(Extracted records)
::::
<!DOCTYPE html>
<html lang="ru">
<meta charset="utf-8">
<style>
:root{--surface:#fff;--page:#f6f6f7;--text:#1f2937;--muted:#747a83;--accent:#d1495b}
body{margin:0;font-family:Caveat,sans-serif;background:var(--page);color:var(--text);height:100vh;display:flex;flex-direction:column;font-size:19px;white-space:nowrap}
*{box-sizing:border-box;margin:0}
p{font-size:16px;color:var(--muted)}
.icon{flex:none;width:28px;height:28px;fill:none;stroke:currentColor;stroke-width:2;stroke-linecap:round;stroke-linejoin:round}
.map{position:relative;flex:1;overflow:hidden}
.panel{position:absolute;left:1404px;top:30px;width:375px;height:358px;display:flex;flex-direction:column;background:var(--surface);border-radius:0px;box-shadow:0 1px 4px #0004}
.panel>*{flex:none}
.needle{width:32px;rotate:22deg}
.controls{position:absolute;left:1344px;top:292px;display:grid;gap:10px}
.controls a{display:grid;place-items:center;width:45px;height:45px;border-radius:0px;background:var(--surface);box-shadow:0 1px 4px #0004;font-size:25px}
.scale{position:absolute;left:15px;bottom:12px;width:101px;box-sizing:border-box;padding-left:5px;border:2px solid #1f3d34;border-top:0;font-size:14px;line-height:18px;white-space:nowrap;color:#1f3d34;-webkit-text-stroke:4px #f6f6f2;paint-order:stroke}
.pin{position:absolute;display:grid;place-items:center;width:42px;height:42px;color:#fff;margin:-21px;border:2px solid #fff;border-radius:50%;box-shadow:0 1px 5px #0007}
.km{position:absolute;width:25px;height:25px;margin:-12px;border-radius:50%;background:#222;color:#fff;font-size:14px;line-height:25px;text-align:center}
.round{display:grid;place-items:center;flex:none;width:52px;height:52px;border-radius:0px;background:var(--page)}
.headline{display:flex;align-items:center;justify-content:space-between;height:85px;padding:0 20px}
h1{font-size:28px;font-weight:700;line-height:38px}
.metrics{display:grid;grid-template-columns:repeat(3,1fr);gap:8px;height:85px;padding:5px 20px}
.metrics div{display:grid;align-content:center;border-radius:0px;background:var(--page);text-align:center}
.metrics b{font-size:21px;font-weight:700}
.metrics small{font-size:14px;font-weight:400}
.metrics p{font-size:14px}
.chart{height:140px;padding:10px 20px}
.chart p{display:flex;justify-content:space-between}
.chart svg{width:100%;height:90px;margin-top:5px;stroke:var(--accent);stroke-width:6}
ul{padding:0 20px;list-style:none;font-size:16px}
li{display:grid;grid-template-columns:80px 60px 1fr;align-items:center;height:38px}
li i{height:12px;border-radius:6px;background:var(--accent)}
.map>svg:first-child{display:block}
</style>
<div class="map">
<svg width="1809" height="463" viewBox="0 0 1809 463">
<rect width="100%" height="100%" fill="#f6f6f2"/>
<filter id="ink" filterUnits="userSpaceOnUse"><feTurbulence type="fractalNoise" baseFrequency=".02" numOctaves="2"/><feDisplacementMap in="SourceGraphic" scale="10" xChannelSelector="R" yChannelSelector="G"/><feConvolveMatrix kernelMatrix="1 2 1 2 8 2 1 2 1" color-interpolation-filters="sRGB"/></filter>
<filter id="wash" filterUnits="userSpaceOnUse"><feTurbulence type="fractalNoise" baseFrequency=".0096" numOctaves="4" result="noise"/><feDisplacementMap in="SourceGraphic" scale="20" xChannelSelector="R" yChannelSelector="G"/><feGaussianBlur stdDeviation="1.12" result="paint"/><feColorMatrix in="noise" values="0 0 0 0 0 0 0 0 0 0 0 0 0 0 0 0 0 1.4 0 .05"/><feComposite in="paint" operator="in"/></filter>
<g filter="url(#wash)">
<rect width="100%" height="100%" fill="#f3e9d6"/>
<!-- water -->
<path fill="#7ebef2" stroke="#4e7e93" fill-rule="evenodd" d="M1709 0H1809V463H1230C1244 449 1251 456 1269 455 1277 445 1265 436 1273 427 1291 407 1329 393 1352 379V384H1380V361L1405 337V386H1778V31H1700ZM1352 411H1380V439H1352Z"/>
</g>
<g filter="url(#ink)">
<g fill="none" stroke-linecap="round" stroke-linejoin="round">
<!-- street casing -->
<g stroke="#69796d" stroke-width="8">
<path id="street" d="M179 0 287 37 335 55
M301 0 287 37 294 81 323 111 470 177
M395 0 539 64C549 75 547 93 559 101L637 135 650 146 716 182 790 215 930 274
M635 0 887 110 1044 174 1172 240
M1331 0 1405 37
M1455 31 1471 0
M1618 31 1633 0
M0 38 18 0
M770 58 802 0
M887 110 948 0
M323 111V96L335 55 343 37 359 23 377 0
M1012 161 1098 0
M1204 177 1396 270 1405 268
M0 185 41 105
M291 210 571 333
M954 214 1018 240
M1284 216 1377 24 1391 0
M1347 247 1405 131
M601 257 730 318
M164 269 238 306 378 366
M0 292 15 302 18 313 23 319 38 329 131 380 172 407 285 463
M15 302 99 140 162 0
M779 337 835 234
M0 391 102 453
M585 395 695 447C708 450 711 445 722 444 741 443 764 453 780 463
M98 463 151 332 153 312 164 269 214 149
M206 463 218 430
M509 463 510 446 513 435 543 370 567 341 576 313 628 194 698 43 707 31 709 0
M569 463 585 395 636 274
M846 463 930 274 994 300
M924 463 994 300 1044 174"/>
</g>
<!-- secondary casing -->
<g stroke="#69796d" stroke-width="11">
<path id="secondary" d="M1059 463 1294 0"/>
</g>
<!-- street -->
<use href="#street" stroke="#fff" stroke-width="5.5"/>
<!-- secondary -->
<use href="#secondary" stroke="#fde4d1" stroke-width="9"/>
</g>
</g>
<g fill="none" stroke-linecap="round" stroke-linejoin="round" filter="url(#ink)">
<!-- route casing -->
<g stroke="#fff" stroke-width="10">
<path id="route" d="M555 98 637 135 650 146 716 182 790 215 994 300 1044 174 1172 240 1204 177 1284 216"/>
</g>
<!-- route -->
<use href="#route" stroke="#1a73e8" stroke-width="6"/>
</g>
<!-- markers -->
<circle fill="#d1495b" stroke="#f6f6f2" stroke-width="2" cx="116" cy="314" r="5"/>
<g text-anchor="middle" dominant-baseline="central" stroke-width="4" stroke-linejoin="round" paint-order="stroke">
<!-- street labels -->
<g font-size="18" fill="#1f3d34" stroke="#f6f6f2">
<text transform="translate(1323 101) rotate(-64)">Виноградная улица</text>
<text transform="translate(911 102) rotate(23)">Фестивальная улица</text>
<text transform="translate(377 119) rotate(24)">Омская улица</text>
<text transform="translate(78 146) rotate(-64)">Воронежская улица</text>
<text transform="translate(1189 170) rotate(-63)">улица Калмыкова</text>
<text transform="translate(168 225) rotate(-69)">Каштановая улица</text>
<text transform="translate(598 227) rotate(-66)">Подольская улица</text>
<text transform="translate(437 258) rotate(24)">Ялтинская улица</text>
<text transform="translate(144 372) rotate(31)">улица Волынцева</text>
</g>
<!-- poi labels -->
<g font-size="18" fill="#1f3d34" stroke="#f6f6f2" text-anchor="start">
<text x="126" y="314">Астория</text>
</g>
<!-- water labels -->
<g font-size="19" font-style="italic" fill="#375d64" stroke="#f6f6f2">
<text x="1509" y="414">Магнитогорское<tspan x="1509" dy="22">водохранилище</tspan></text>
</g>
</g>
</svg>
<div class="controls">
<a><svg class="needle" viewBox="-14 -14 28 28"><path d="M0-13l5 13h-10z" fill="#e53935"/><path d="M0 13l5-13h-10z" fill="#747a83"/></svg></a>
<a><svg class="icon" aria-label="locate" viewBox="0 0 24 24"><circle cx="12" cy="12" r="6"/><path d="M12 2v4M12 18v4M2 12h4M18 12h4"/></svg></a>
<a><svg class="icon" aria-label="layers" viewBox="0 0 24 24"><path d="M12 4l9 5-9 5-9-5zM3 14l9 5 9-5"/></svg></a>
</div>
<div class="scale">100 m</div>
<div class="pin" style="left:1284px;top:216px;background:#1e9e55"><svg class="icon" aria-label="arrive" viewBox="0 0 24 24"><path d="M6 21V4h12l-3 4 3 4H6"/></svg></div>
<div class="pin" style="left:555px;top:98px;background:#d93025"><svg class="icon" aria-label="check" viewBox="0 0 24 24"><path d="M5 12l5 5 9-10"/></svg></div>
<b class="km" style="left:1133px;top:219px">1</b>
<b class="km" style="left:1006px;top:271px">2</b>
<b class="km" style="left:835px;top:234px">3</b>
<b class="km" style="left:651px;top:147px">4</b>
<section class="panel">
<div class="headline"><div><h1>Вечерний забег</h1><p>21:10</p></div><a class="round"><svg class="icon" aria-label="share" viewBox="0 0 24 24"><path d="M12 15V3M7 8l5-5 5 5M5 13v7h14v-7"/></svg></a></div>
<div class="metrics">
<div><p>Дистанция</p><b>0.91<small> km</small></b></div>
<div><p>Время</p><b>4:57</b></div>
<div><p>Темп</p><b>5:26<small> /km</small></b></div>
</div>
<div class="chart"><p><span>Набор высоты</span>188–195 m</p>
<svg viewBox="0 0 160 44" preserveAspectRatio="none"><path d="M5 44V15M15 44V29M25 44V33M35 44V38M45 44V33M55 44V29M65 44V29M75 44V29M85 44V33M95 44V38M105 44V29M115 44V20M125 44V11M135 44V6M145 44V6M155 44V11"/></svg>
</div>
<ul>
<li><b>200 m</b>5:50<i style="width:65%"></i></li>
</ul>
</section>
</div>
::::
* PROBLEM REQUIREMENTS *
If a line in the entries above contains "radius", report it.

* SOLUTION TO THIS EXERCISE *
.panel{position:absolute;left:1404px;top:30px;width:375px;height:358px;display:flex;flex-direction:column;background:var(--surface);border-radius:0px;box-shadow:0 1px 4px #0004}
.controls a{display:grid;place-items:center;width:45px;height:45px;border-radius:0px;background:var(--surface);box-shadow:0 1px 4px #0004;font-size:25px}
.pin{position:absolute;display:grid;place-items:center;width:42px;height:42px;color:#fff;margin:-21px;border:2px solid #fff;border-radius:50%;box-shadow:0 1px 5px #0007}
.km{position:absolute;width:25px;height:25px;margin:-12px;border-radius:50%;background:#222;color:#fff;font-size:14px;line-height:25px;text-align:center}
.round{display:grid;place-items:center;flex:none;width:52px;height:52px;border-radius:0px;background:var(--page)}
.metrics div{display:grid;align-content:center;border-radius:0px;background:var(--page);text-align:center}
li i{height:12px;border-radius:6px;background:var(--accent)}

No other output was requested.